Beneath this line is the data. Output exactly the lines from the line with "gsave x y translate w h scale" to the line with "0 1448 translate 1 -1 scale", both ends included, and nothing more.

------ DATASET RECORDS ------

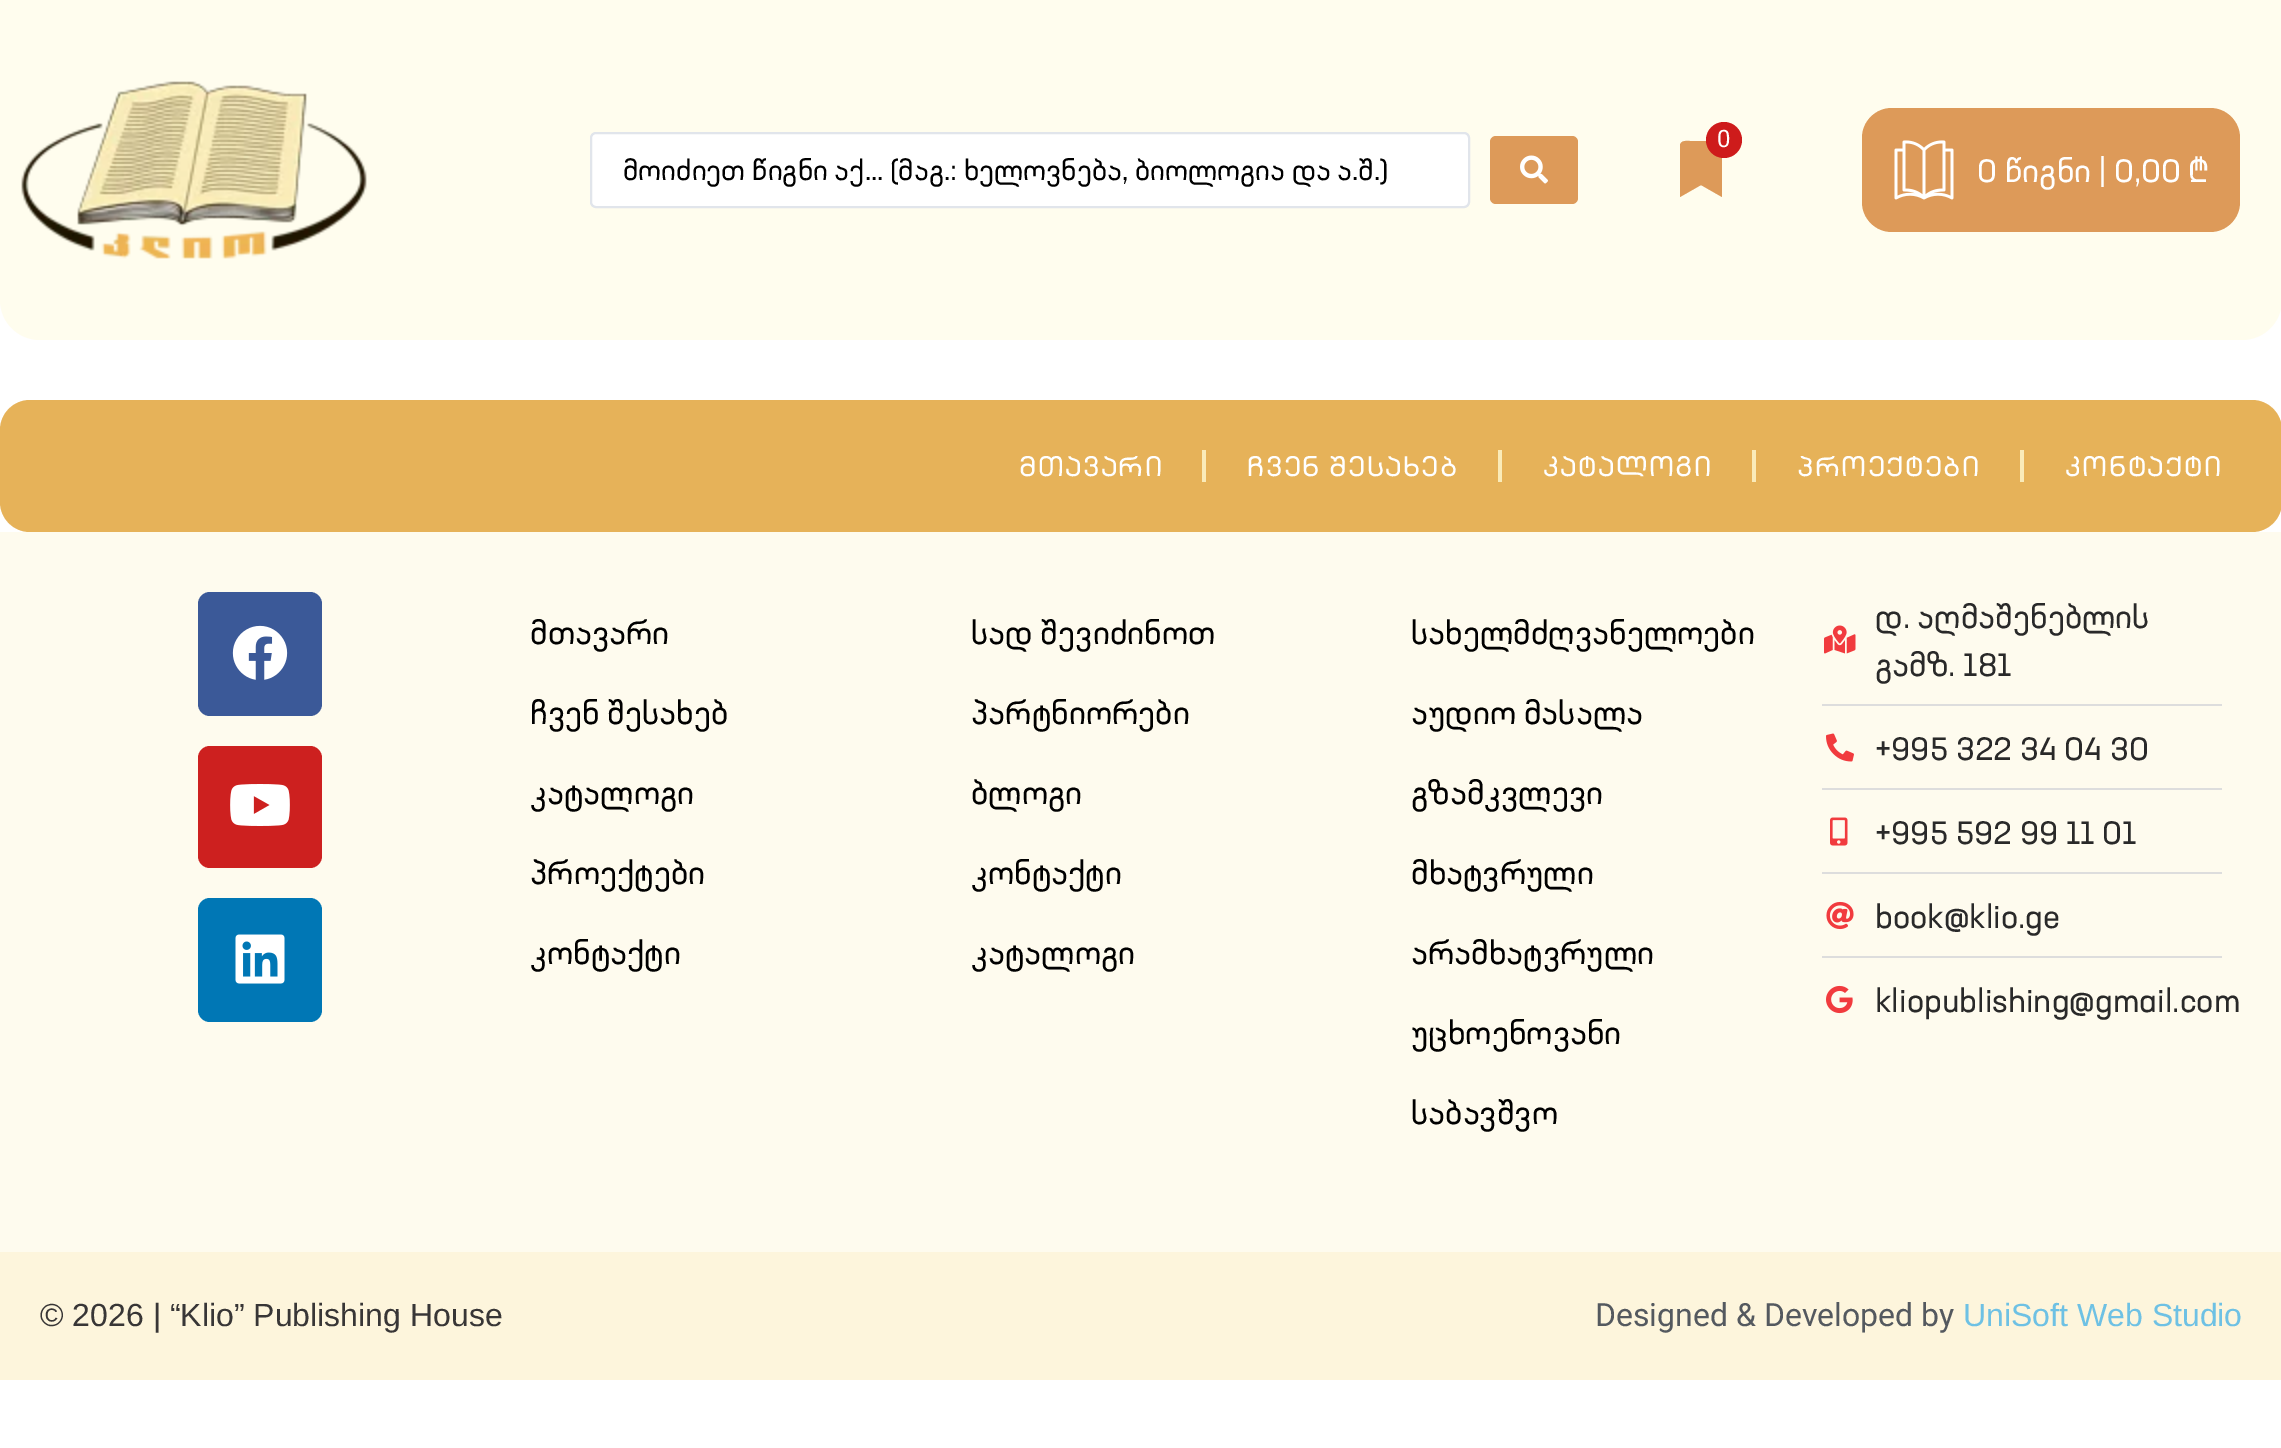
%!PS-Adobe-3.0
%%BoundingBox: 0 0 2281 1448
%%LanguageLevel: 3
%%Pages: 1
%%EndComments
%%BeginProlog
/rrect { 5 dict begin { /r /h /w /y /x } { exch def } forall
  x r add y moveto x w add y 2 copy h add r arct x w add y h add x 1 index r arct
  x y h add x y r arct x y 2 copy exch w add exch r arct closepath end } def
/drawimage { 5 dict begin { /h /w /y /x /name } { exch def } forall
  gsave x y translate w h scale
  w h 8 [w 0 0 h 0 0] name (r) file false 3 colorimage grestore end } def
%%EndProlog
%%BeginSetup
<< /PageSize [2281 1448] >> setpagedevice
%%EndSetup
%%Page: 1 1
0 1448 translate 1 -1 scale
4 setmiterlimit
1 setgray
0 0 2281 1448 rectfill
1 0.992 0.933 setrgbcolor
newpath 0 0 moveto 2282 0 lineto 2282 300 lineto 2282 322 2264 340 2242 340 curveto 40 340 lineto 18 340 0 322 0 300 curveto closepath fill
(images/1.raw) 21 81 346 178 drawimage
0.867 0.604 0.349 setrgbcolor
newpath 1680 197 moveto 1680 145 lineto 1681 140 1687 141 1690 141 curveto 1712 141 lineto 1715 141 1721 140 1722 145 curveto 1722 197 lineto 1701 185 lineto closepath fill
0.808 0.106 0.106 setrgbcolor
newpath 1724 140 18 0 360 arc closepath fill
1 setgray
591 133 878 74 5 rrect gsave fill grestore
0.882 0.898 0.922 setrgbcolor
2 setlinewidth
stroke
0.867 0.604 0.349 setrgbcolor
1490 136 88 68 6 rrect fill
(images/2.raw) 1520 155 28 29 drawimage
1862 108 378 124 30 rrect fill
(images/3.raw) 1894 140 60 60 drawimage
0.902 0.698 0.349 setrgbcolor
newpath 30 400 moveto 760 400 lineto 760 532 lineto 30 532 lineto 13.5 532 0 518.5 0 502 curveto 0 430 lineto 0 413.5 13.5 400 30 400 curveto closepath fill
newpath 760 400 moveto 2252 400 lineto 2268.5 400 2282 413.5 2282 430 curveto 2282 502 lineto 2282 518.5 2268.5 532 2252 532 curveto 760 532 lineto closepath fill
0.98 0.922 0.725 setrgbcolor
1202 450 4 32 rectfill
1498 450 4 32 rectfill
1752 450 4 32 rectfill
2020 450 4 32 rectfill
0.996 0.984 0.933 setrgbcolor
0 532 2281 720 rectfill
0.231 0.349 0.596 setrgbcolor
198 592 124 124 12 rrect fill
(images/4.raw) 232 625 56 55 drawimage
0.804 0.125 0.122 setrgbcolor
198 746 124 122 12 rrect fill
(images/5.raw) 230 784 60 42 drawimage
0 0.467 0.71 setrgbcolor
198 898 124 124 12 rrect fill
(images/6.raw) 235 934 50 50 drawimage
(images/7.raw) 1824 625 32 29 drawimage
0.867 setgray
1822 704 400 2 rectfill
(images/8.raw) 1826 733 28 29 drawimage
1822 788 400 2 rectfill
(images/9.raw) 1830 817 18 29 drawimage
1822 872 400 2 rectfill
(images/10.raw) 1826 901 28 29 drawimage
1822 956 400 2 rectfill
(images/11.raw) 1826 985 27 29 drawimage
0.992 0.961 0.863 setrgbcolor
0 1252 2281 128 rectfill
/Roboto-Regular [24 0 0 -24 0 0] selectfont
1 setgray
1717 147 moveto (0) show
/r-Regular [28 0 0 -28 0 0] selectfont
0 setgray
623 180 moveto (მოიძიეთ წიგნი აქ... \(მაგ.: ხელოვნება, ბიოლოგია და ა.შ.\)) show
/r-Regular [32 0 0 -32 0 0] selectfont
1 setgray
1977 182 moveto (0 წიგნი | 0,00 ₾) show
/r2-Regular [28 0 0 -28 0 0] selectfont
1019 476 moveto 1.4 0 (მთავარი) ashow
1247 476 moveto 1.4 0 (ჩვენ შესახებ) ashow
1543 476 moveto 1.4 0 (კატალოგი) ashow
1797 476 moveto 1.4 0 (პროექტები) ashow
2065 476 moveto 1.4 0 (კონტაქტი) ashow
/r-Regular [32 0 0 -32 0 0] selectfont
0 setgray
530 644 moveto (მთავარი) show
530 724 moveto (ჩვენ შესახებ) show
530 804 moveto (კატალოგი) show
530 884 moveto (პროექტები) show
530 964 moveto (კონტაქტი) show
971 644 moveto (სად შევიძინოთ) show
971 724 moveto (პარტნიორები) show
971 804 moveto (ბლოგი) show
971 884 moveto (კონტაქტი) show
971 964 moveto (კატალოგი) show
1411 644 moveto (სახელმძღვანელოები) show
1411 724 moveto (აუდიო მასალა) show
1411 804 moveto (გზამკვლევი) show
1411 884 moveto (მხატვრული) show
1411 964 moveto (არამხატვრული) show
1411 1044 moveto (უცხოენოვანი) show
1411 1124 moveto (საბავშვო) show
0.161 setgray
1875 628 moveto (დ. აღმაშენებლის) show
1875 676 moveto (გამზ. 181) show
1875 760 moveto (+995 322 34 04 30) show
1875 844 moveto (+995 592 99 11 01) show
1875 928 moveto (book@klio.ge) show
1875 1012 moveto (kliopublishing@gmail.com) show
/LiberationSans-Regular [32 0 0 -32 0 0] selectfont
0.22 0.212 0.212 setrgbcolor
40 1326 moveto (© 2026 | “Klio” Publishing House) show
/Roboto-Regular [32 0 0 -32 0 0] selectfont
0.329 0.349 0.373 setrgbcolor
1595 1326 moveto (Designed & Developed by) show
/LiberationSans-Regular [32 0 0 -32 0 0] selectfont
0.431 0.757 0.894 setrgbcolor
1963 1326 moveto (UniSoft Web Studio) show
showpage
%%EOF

------
------ DATASET RECORDS ------

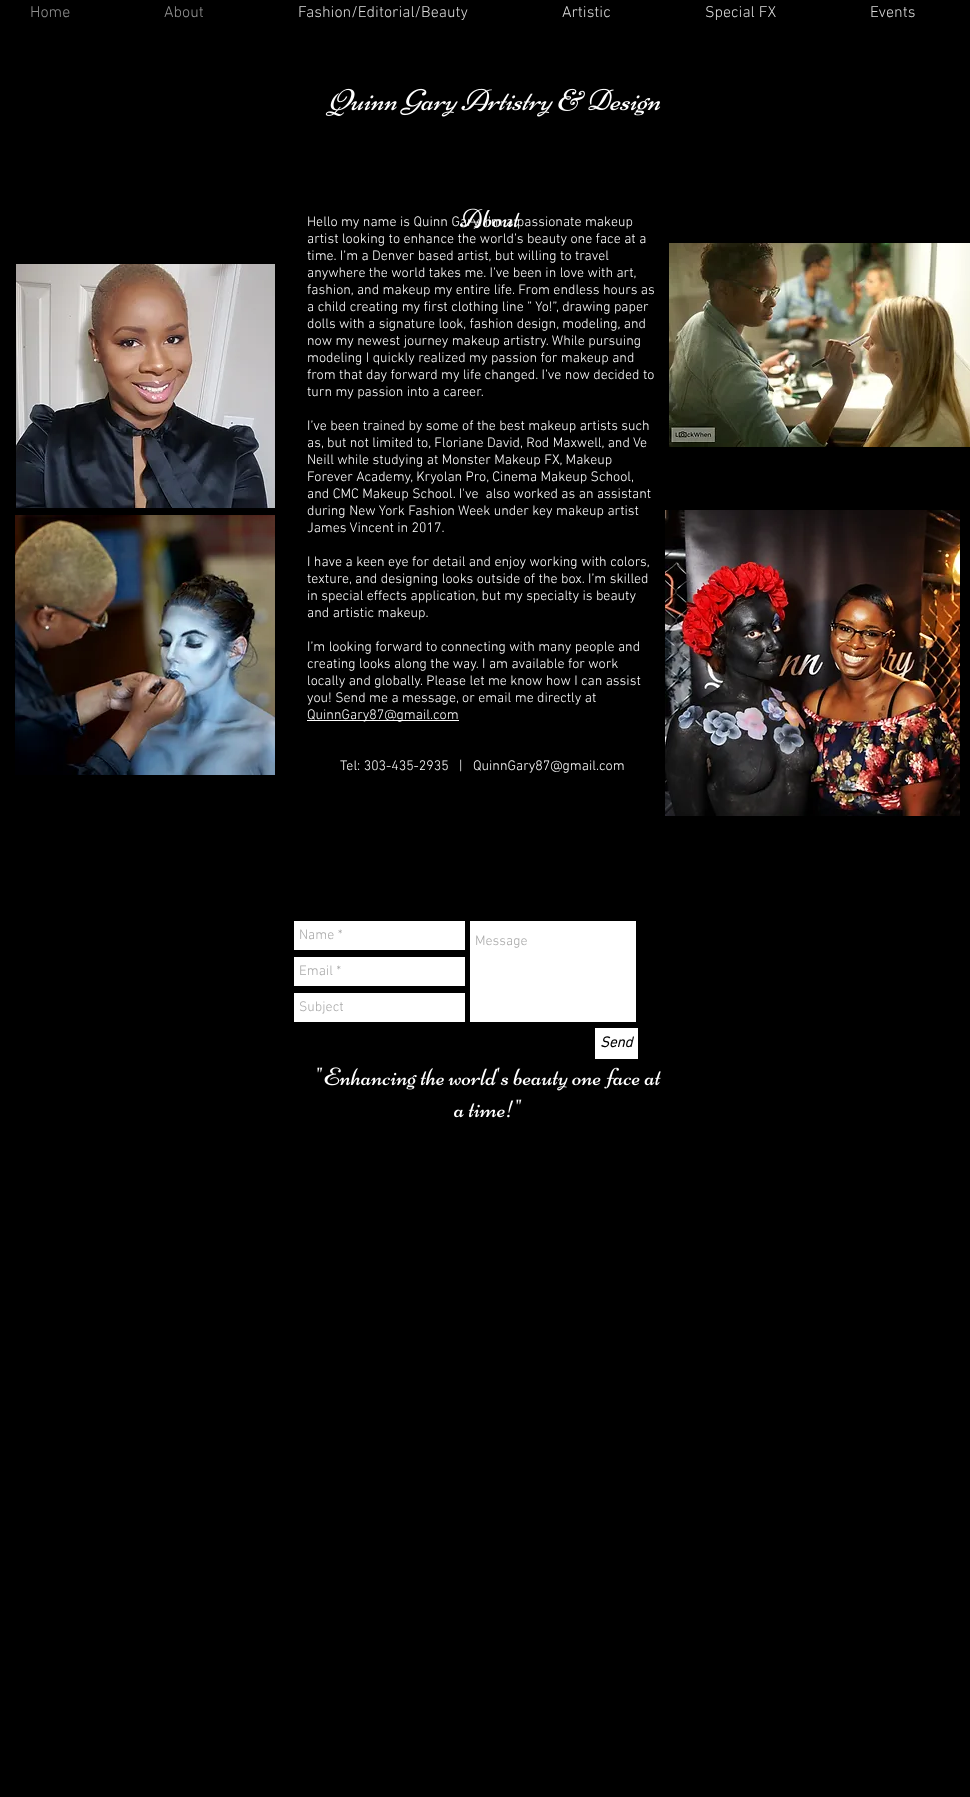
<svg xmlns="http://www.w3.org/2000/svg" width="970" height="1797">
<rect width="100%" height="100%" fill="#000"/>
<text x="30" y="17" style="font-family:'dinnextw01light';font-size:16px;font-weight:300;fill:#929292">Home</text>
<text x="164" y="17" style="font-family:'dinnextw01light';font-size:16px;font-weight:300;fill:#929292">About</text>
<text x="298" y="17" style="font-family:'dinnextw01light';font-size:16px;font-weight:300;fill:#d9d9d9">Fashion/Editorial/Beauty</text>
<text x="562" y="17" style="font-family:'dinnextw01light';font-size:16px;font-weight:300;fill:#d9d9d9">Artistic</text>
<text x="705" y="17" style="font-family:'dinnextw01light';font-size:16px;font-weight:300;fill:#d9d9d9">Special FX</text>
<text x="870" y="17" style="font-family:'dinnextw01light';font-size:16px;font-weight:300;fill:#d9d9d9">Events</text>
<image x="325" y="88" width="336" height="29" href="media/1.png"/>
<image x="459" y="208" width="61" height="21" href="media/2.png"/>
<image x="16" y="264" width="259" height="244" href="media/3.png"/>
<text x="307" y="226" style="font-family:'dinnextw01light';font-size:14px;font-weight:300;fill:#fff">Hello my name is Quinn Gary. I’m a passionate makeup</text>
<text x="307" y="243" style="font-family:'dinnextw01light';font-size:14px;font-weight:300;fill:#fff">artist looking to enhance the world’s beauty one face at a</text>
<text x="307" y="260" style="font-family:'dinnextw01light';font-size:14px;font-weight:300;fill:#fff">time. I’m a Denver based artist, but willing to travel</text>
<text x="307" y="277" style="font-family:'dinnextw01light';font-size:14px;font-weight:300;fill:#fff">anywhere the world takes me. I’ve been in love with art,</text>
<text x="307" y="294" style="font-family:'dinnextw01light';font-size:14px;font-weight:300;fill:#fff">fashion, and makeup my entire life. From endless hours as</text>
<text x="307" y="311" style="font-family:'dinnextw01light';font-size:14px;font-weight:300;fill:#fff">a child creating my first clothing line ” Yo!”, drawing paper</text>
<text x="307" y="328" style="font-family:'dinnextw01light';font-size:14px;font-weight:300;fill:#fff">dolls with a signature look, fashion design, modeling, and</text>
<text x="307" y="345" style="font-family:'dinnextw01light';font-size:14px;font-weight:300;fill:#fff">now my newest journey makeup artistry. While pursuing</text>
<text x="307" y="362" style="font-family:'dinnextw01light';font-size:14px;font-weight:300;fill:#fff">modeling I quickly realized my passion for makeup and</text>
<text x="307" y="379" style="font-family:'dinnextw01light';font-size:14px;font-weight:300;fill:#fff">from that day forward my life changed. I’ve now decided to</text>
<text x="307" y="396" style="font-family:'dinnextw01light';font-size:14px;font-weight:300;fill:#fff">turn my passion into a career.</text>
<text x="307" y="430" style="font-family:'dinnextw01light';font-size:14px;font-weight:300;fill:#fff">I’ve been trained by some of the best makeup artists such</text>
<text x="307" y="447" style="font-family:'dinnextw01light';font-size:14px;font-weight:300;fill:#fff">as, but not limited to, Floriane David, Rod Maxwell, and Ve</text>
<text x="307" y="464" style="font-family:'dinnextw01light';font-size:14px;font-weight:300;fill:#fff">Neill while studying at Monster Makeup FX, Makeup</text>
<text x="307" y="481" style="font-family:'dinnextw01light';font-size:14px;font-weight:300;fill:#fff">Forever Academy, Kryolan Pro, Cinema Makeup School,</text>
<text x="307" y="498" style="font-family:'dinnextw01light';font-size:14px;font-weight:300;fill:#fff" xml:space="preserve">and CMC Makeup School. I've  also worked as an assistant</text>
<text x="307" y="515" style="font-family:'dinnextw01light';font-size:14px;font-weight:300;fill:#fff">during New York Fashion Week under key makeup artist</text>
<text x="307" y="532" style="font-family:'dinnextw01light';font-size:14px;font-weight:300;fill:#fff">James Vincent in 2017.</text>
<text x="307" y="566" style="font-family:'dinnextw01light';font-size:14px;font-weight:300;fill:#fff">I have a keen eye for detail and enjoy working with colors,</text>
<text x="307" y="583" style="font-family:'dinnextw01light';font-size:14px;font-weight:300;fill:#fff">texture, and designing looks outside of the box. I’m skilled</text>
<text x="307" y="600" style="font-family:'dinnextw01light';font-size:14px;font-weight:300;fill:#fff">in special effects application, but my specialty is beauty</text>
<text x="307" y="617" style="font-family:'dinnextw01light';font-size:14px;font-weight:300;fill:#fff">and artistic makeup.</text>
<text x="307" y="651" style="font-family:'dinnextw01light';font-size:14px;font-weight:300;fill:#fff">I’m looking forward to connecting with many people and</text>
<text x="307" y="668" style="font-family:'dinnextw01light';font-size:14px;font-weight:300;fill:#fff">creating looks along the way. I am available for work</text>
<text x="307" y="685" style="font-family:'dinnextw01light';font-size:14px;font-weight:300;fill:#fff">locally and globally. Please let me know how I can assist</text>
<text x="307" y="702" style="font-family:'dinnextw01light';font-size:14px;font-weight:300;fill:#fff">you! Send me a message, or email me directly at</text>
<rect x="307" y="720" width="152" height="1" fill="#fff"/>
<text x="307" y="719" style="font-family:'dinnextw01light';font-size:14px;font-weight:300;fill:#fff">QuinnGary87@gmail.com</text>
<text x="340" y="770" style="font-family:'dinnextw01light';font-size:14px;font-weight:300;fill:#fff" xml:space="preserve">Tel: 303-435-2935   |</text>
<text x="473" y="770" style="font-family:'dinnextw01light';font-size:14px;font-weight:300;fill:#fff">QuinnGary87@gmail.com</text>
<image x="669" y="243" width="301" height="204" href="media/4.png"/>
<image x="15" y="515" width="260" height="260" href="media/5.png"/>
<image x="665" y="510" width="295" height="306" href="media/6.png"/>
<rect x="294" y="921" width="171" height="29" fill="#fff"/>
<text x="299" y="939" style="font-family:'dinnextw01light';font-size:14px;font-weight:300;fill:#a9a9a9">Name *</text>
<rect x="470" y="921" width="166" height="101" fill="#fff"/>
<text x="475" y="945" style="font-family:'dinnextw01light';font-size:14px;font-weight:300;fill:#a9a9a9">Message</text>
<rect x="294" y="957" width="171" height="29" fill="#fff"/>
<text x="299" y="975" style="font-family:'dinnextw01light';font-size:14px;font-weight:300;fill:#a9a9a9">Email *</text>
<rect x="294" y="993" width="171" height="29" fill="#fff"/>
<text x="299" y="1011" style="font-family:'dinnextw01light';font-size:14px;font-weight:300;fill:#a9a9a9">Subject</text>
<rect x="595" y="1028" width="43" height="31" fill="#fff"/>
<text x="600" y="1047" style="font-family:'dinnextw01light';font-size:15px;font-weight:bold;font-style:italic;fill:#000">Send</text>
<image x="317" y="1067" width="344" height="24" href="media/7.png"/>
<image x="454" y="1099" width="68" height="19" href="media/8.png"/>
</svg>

------

_SOLUTION_.
  gsave x y translate w h scale
  w h 8 [w 0 0 h 0 0] name (r) file false 3 colorimage grestore end } def
%%EndProlog
%%BeginSetup
<< /PageSize [2281 1448] >> setpagedevice
%%EndSetup
%%Page: 1 1
0 1448 translate 1 -1 scale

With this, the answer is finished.